‘‘What would it look like if we imagine the teacher working in partnership with the code, and / or with artificial intelligence, to offer a new kind of teaching? I think we need to move away from understanding automated teaching as a response to some kind of deficit in teachers. Rather, we need to think about automation as being a chance to make teaching and learning radically better. I think that it is really useful to approach these questions from a non-anthropocentric position”Bayne, S. & Jandric, P. 2017, ‘From anthropocentric humanism to critical posthumanism in digital education’ Knowledge Cultures, vol. 5, no. 2, pp. 197-216.

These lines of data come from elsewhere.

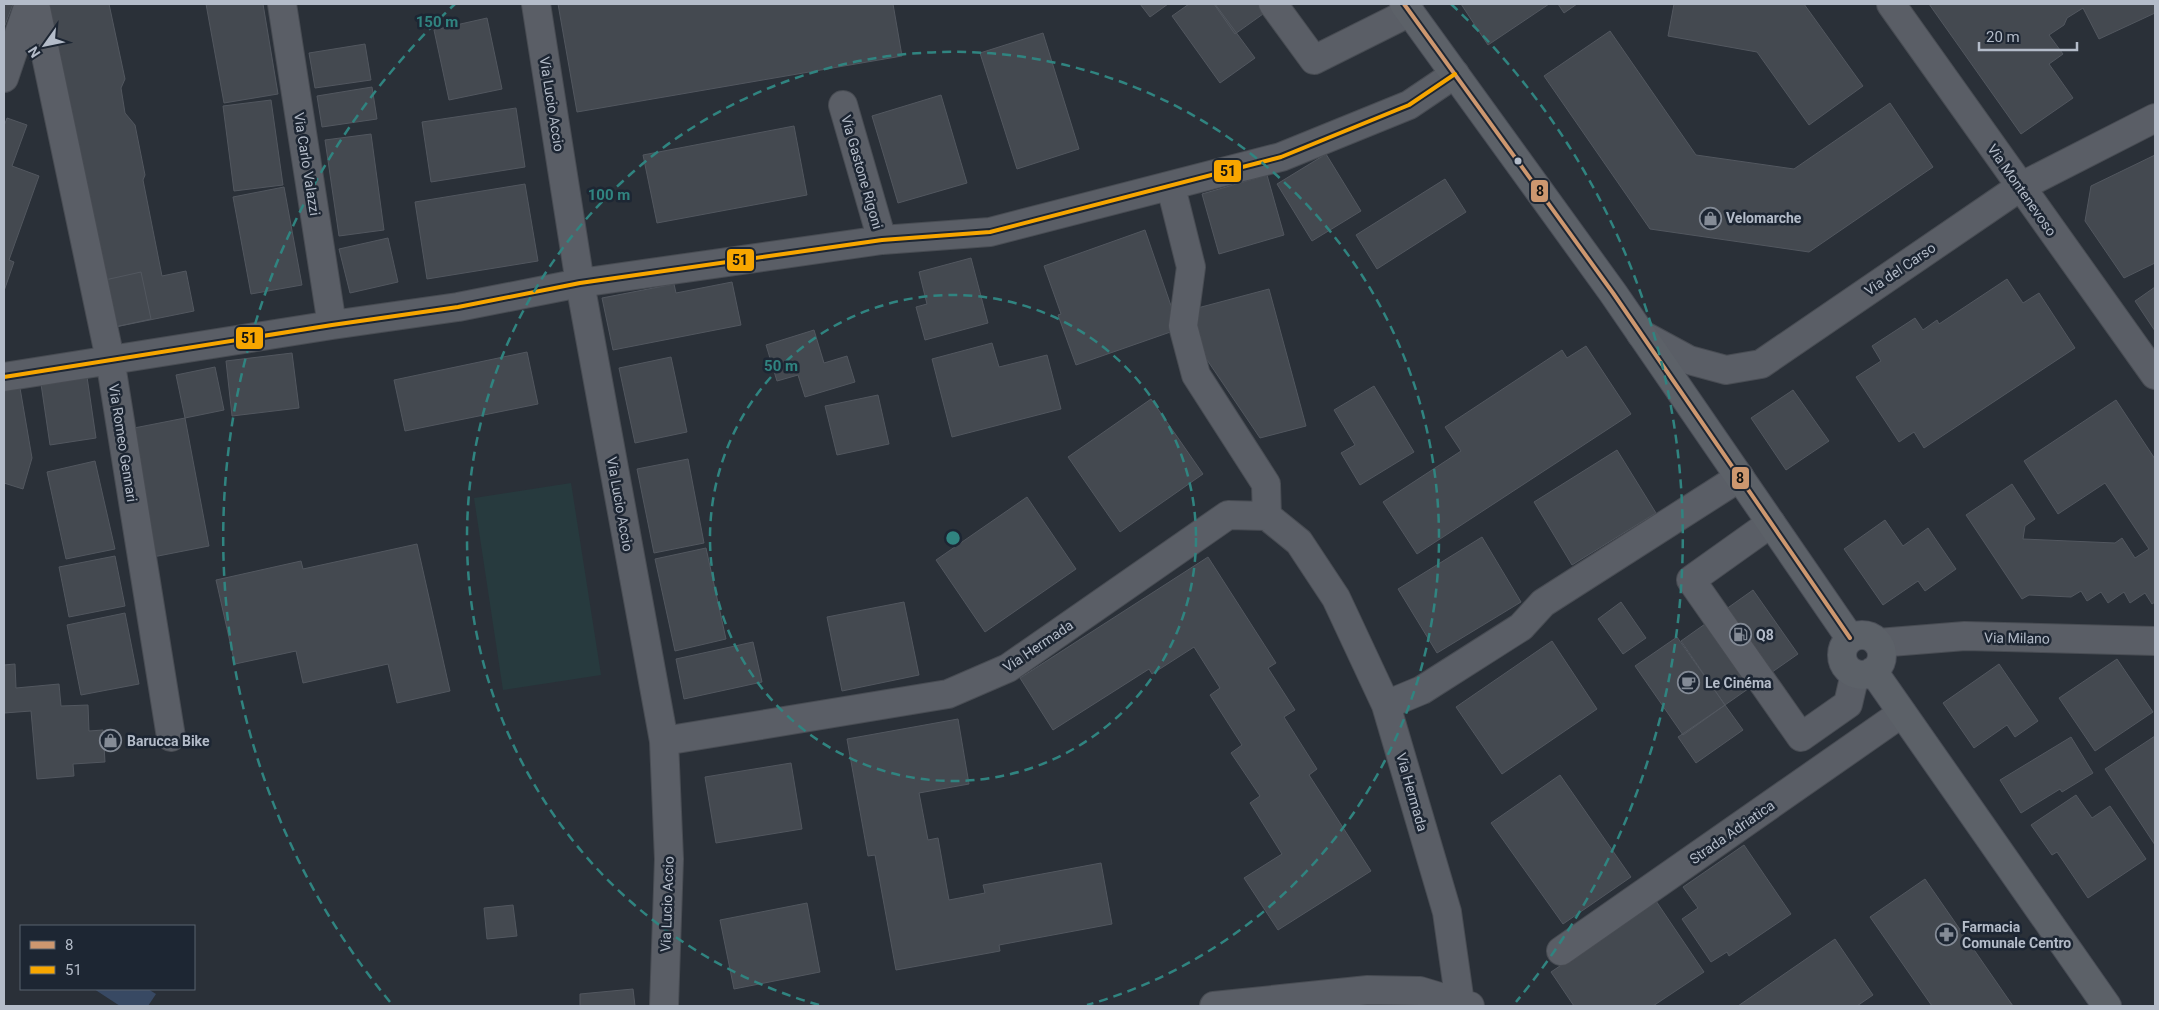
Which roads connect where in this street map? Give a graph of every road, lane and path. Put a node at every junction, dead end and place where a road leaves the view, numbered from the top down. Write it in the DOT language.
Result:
graph roads {
  1 [pos="29,4"];
  2 [pos="35,4"];
  3 [pos="282,4"];
  4 [pos="536,4"];
  5 [pos="1273,4"];
  6 [pos="1891,4"];
  7 [pos="1407,8"];
  8 [pos="1455,74"];
  9 [pos="4,78"];
  10 [pos="843,105"];
  11 [pos="2155,118"];
  12 [pos="1170,187"];
  13 [pos="2020,187"];
  14 [pos="882,240"];
  15 [pos="580,283"];
  16 [pos="332,324"];
  17 [pos="1641,334"];
  18 [pos="110,359"];
  19 [pos="2155,375"];
  20 [pos="4,377"];
  21 [pos="1740,477"];
  22 [pos="1267,516"];
  23 [pos="1771,523"];
  24 [pos="1850,638"];
  25 [pos="2155,641"];
  26 [pos="1878,643"];
  27 [pos="1864,673"];
  28 [pos="1386,705"];
  29 [pos="1902,713"];
  30 [pos="172,737"];
  31 [pos="664,741"];
  32 [pos="1561,951"];
  33 [pos="1465,1004"];
  34 [pos="664,1006"];
  35 [pos="1214,1006"];
  36 [pos="2107,1006"];
  1 -- 9 [label="street"];
  2 -- 18 [label="street, Via Romeo Gennari"];
  3 -- 16 [label="street, Via Carlo Valazzi"];
  4 -- 15 [label="street, Via Lucio Accio"];
  5 -- 7 [label="street"];
  6 -- 13 [label="street, Via Montenevoso"];
  7 -- 8 [label="main road"];
  8 -- 12 [label="street, Via Gastone Rigoni"];
  8 -- 17 [label="main road"];
  10 -- 14 [label="street, Via Gastone Rigoni"];
  11 -- 13 [label="street, Via del Carso"];
  12 -- 14 [label="street, Via Gastone Rigoni"];
  12 -- 22 [label="street"];
  13 -- 17 [label="street, Via del Carso"];
  13 -- 19 [label="street, Via Montenevoso"];
  14 -- 15 [label="street, Via Gastone Rigoni"];
  15 -- 16 [label="street, Via Gastone Rigoni"];
  15 -- 31 [label="street, Via Lucio Accio"];
  16 -- 18 [label="street, Via Gastone Rigoni"];
  17 -- 21 [label="main road"];
  18 -- 20 [label="street, Via Gastone Rigoni"];
  18 -- 30 [label="street, Via Romeo Gennari"];
  21 -- 23 [label="main road"];
  21 -- 28 [label="street"];
  22 -- 28 [label="street, Via Hermada"];
  22 -- 31 [label="street, Via Hermada"];
  23 -- 24 [label="main road"];
  23 -- 27 [label="street"];
  24 -- 26 [label="main road"];
  24 -- 27 [label="main road"];
  25 -- 26 [label="street, Via Milano"];
  26 -- 27 [label="main road"];
  27 -- 29 [label="main road"];
  28 -- 33 [label="street, Via Hermada"];
  29 -- 32 [label="street, Strada Adriatica"];
  29 -- 36 [label="main road"];
  31 -- 34 [label="street, Via Lucio Accio"];
  33 -- 35 [label="street"];
}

This quote we feel is emblematic of the spirit of what this podcast is becoming more about, this exploration of what could conceivably be a new kind of teaching, something that moves us beyond the binaries of teaching and technology, away from deficit models and neoliberal conceits of personalisation and into more speculative and robust forms of teaching functions, ones that “cannot necessarily be captured by an appeal to a (exclusively (my addition)) human centred notion of agency” (Braidotti 2013) but rather found in ‘assemblages’ of humans, automated agents, codes, and constraints.
Most of what is discussed emerges from the Expanding the Teacher Function project that Myles and I are both a part of, which emerged quite overtly from Sian Bayne’s Teacherbot project. The podcast itself is designed to be an honest appraisal of where we stand at the moment in our (and the project’s) thinking in relation to these speculative assemblages of teaching. We reserve the right to reverse turn, contradict, and just speculate in the expanse of a blue sky. We move towards tangible use cases and back pedal to speculate on ethics, complexity, and ‘contact time’ in short order.
So this second episode for the Michael and Myles (M&M) podcast explores the expansion of the ‘teacher function’ via bots. The ‘teacher function’ is becoming less exclusively a human enterprise but expanding to include ‘an assemblage of code, algorithm and teacher–student agency’ (Bayne 2015). The podcast speculates on that teacher function, the role of bots in potentially contributing to it, current bot deployments at work in HE, and the research currently being undertaken at the University of Edinburgh to identify possible use cases for bots. If interested in what we are talking about, her paper is a must read, as is Jen Ross’s paper that I refer to as well.
- Bayne, S. (2015). Teacherbot: interventions in automated teaching. Teaching in Higher Education, 20(4), 455-467.
- Ross, J. (2017). Speculative method in digital education research. Learning, Media and Technology, 42(2), 214-229.